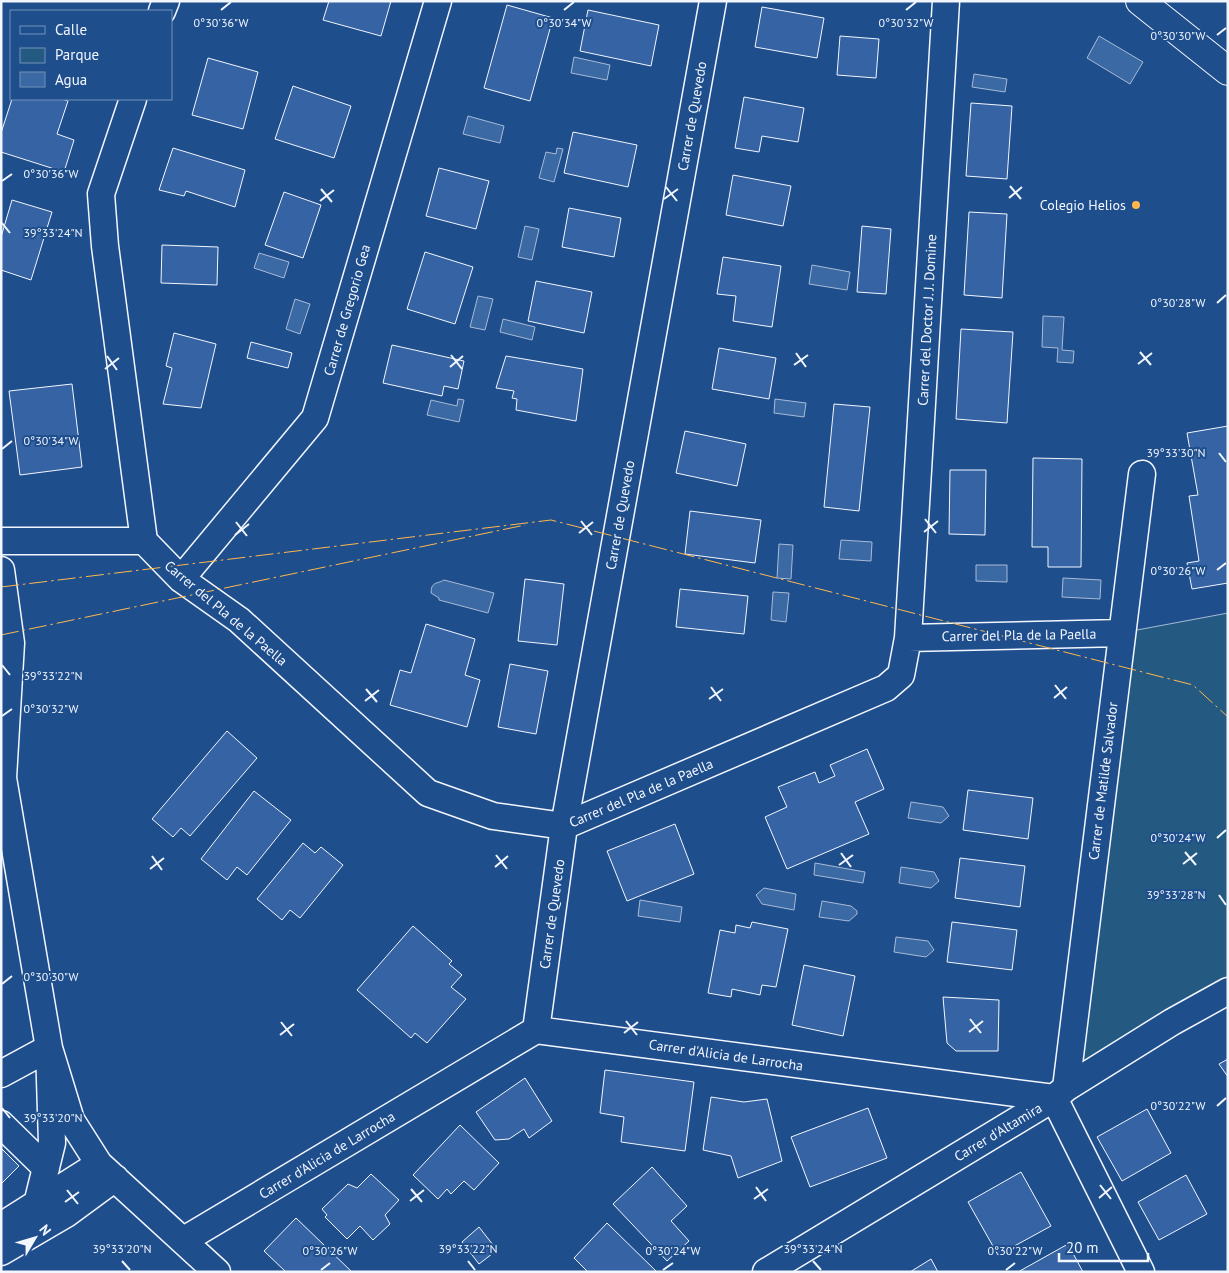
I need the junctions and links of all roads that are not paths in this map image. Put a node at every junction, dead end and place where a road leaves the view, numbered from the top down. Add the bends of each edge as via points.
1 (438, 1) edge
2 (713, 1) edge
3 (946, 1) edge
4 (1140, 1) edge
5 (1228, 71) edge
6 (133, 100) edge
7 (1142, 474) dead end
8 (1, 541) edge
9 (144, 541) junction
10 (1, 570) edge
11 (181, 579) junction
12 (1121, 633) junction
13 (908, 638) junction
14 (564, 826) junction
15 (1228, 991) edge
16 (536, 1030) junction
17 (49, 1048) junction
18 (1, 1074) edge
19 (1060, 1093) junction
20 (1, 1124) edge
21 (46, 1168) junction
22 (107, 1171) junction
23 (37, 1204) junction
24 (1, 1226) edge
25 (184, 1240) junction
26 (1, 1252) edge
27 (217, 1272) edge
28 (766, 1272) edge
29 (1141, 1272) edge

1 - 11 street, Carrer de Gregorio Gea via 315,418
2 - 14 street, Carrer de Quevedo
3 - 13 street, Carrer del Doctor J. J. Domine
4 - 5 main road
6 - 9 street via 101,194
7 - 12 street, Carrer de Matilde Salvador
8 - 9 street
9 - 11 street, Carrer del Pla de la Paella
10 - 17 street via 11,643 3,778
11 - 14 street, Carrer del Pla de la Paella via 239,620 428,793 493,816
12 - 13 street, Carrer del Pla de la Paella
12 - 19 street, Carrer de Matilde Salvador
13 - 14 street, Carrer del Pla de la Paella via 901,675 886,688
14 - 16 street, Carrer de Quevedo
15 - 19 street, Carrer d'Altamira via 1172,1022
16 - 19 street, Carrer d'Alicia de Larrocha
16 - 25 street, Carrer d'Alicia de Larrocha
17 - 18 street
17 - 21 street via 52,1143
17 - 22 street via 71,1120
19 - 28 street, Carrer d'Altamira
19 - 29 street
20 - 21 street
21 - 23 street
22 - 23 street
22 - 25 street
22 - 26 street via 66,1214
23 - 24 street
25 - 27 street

§ **What to work on**
Transcribe the whole listing, character for character, but not its images.

§ **Solution to this task**
I need the junctions and links of all roads that are not paths in this map image. Put a node at every junction, dead end and place where a road leaves the view, numbered from the top down. Add the bends of each edge as via points.
1 (438, 1) edge
2 (713, 1) edge
3 (946, 1) edge
4 (1140, 1) edge
5 (1228, 71) edge
6 (133, 100) edge
7 (1142, 474) dead end
8 (1, 541) edge
9 (144, 541) junction
10 (1, 570) edge
11 (181, 579) junction
12 (1121, 633) junction
13 (908, 638) junction
14 (564, 826) junction
15 (1228, 991) edge
16 (536, 1030) junction
17 (49, 1048) junction
18 (1, 1074) edge
19 (1060, 1093) junction
20 (1, 1124) edge
21 (46, 1168) junction
22 (107, 1171) junction
23 (37, 1204) junction
24 (1, 1226) edge
25 (184, 1240) junction
26 (1, 1252) edge
27 (217, 1272) edge
28 (766, 1272) edge
29 (1141, 1272) edge

1 - 11 street, Carrer de Gregorio Gea via 315,418
2 - 14 street, Carrer de Quevedo
3 - 13 street, Carrer del Doctor J. J. Domine
4 - 5 main road
6 - 9 street via 101,194
7 - 12 street, Carrer de Matilde Salvador
8 - 9 street
9 - 11 street, Carrer del Pla de la Paella
10 - 17 street via 11,643 3,778
11 - 14 street, Carrer del Pla de la Paella via 239,620 428,793 493,816
12 - 13 street, Carrer del Pla de la Paella
12 - 19 street, Carrer de Matilde Salvador
13 - 14 street, Carrer del Pla de la Paella via 901,675 886,688
14 - 16 street, Carrer de Quevedo
15 - 19 street, Carrer d'Altamira via 1172,1022
16 - 19 street, Carrer d'Alicia de Larrocha
16 - 25 street, Carrer d'Alicia de Larrocha
17 - 18 street
17 - 21 street via 52,1143
17 - 22 street via 71,1120
19 - 28 street, Carrer d'Altamira
19 - 29 street
20 - 21 street
21 - 23 street
22 - 23 street
22 - 25 street
22 - 26 street via 66,1214
23 - 24 street
25 - 27 street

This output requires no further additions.